After a short drive to the airfield, where a typically dark humoured Aussie attempted to put the fear into all within earshot, I rubbed the sleep from my eyes. Damn this was relaxing. I was taking the cheap option, so unfortunately no G-Force faces or strange waddle walks, to show all my friends back home.

It’s a strange feeling sitting in a door-less plane with half a dozen others all sitting on each other as if playing Twister at an airborne S+M convention. All ropes and flexibility testing positions, pain for pleasure hey.

Two of the group were taking the boring option of falling out of the plane at just 10,000 feet which allows for about half the amount of free fall four thousand feet higher provides and just as hard a landing if your parachute fails.

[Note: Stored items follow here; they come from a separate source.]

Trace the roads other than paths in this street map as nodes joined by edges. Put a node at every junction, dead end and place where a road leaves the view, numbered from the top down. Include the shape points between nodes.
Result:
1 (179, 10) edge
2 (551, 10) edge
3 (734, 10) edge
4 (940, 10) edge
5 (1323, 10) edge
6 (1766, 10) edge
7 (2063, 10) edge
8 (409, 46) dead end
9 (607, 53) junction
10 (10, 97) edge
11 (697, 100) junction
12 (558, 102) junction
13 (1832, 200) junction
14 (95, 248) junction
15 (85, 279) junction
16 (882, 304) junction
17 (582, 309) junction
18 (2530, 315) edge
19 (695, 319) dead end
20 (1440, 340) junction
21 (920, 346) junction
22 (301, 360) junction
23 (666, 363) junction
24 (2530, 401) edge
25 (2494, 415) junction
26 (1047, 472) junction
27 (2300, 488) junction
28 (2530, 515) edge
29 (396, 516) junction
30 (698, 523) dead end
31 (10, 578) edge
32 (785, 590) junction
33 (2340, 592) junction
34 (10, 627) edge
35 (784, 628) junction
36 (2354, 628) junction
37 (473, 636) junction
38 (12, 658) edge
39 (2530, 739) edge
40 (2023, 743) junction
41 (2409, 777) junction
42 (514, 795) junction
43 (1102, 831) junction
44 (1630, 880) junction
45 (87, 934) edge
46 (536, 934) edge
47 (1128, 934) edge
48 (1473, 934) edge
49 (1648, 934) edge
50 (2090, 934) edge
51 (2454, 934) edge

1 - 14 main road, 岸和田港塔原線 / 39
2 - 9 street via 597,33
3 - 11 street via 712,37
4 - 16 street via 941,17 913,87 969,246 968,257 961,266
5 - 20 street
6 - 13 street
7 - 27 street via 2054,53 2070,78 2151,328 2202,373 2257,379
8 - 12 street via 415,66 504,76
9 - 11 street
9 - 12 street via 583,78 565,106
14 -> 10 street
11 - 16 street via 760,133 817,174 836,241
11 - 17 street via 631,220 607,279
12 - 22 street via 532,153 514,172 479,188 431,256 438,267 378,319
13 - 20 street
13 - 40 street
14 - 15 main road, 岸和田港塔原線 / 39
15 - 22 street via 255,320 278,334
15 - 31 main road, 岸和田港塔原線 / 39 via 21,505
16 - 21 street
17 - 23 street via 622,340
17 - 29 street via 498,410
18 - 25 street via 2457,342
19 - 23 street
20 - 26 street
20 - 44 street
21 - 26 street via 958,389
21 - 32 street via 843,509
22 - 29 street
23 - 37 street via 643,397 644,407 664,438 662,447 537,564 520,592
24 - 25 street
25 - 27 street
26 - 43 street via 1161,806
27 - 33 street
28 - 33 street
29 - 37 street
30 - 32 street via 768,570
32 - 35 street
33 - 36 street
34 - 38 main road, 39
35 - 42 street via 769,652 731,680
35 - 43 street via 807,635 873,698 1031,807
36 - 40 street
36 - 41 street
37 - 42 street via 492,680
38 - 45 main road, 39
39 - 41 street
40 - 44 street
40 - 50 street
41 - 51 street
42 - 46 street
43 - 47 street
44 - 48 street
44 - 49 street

Sat in my position – with a 16 stone parachutist helpfully sitting on my leg – thoughts of Andy McNab books and SAS strenuous torture training ran through my head.  I hoped Queen and Country were suitably proud, whilst I stared out of the window at crystal waters, coral, and emerald islands.  I couldn’t help constantly glancing at the altimeters counting down the feet until my test of faith…

Suddenly the plane bucked like a wild bronco and there was a strange strangulated cry and sucking noise. Numero Uno had left the Aeroplane. The pilot regained control thankfully not sending us into a corkscrew, which would have allowed the use of our parachutes in a far less leisurely manner.

I had been wondering where my nerves were. This was the kind of experience that would scare the hell out of me as a young child or even an early teen. Has age stunted my nerves?  Maybe it’s all that alcohol… because as my turn got closer and closer I still felt no fear. I could still stare out of the plane quite easily, wondering in some dark corner of my mind what it would be like if the parachute didn’t open.

There is something about skydiving that allows even the most fearful of people, however scared they might be of heights, to go ahead and jump. Maybe it’s the complete inability to compute the height they are at, the beauty of the scenery below, the surprise at actually being in the position of falling out of a plane hoping the parachute was properly packed, or maybe… just maybe it’s the push in the back from the pro strapped to them. Nevertheless people leave the plane, and on landing most people seem to love it.

Myself, I wasn’t quite prepared for what can truly be described as one of the most fantastic moments of my life…

The sudden leap into the unknown; the way the jet stream buffets you as you bend your body into the necessary reverse banana; you attempt to holler your enjoyment, let the world know how good it feels, whilst instead being forced into swallowing mouthfuls of air; the lack of weight, you don’t even notice the instructor on your back, the twisting, turning, spinning, whilst still falling, approaching terminal velocity, falling towards beautiful oceans that seem so inviting… and then the crack of the parachute, the slight pain in your groin as the harness takes hold and lets you know that now you are safe, and it’s quite, a little piece of heaven, suddenly you can talk to each other, thank the other for the best experience of your life, turn swooping like the Sea Eagles watching your shadow grow slowly larger on the waters below, but now you’re under control, and it’s so damn peaceful, you make your final approach and land on the pure white sands. It’s a dream; it’s got to be just a dream. But it isn’t.

I couldn’t speak for about two hours afterwards, well not coherently anyway; the smile spread across my face seemed to prevent me from forming the necessary sounds. So I went back to the beach to contemplate the experience and promptly fell asleep for a few hours. The evening was spent sitting round a camp fire with a dozen or more like minded souls making like natives, dancing, drinking and singing under the stars on the sands of the beach that I had so recently dropped from space onto. It topped off a surreal day perfectly.